Consiglio comunale di Napoli, Valente rassegna le dimissioni

La senatrice del Partito Democratico rinuncia alla carica di consigliera, a due anni dall’elezione, per l’aumentato “carico di lavoro” in Parlamento

Valeria Valente, senatrice del Pd che nel 2016 sfidò de Magistris per la fascia di primo cittadino, ha lasciato il Consiglio comunale di Napoli rassegnando le dimissioni dalla carica di consigliera. “Voglio innanzitutto ringraziare tutti quei napoletani e quelle napoletane che il 5 giugno 2016 mi hanno accordato la loro fiducia come candidata a sindaco e mi hanno consentito poi di rappresentarli per due anni nelle assiste cittadine: spero di essere stata all’altezza delle loro aspettative”, scrive Valente in lungo post su Facebook.

“Sono stata eletta in Consiglio mentre svolgevo il mandato di deputata e – prosegue – ho ritenuto doveroso (assumendomene la responsabilità) mantenere il doppio incarico (non i doppi emolumenti, a cui ho immediatamente rinunciato). Lo dovevo a quegli elettori (non solo del Pd, lo ricordo) che mi avevano onorato della loro fiducia, sapendo che il rispetto di quella volontà significava, però, non solo conciliare i due incarichi, parlamentare e consiliare, ma metterci per entrambi esattamente la stessa serietà e passione, considerando questo eccezionale frangente come un’opportunità per Napoli, non per me stessa. Ritengo in coscienza di averlo fatto senza risparmio”.

“La mia presenza in Consiglio comunale ha coinciso (lo rivendico) con una linea netta di opposizione seria e rigorosa alla seconda giunta de Magistris da parte delle forze di centrosinistra.
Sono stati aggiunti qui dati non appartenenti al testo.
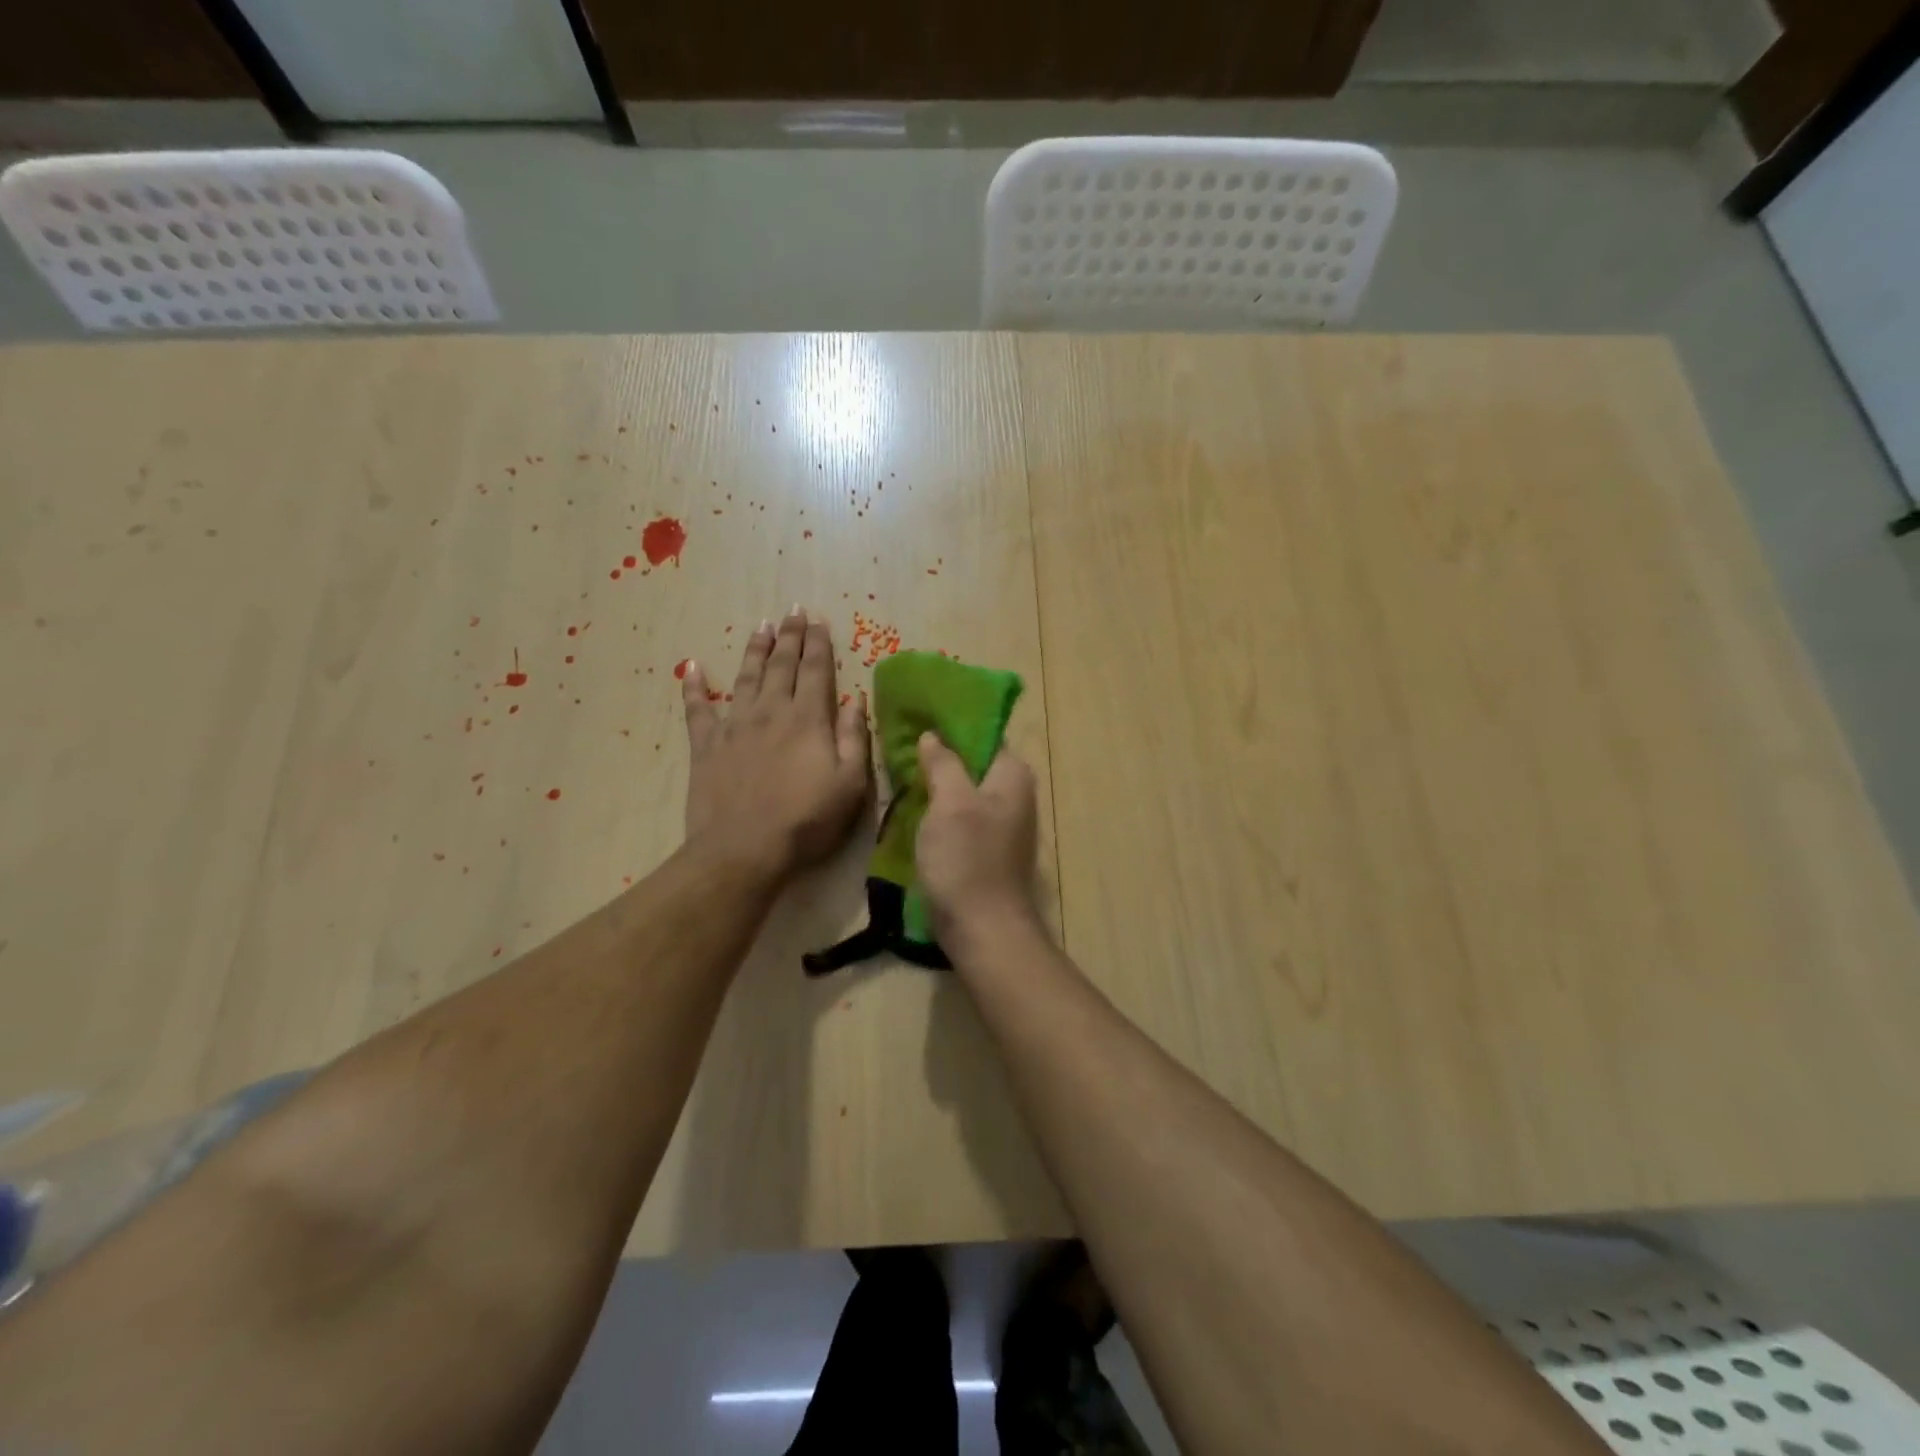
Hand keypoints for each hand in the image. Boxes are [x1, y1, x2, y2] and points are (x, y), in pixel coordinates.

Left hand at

Abbiamo fatto emergere – continua Valente – le enormi contraddizioni di un’amministrazione parolaia, che ha ingannato i cittadini napoletani parlando di rivoluzione mentre i servizi pubblici collassavano, le tasse aumentavano (per tutti, ma soprattutto per i meno abbienti), le politiche sociali si diradavano, mentre sagre e fiere in strada si moltiplicavano. Su tutti i temi centrali della vita della città (dal rischio dissesto e al governo delle entrate, ai trasporti, alla gestione del patrimonio, alla casa, alla scuola, alla manutenzione urbana, all’urbanistica e allo sviluppo) abbiamo tallonato la giunta con un’azione di denuncia e di proposta pressoché quotidiana, che rimane agli atti come patrimonio di idee per l’opposizione in Consiglio”.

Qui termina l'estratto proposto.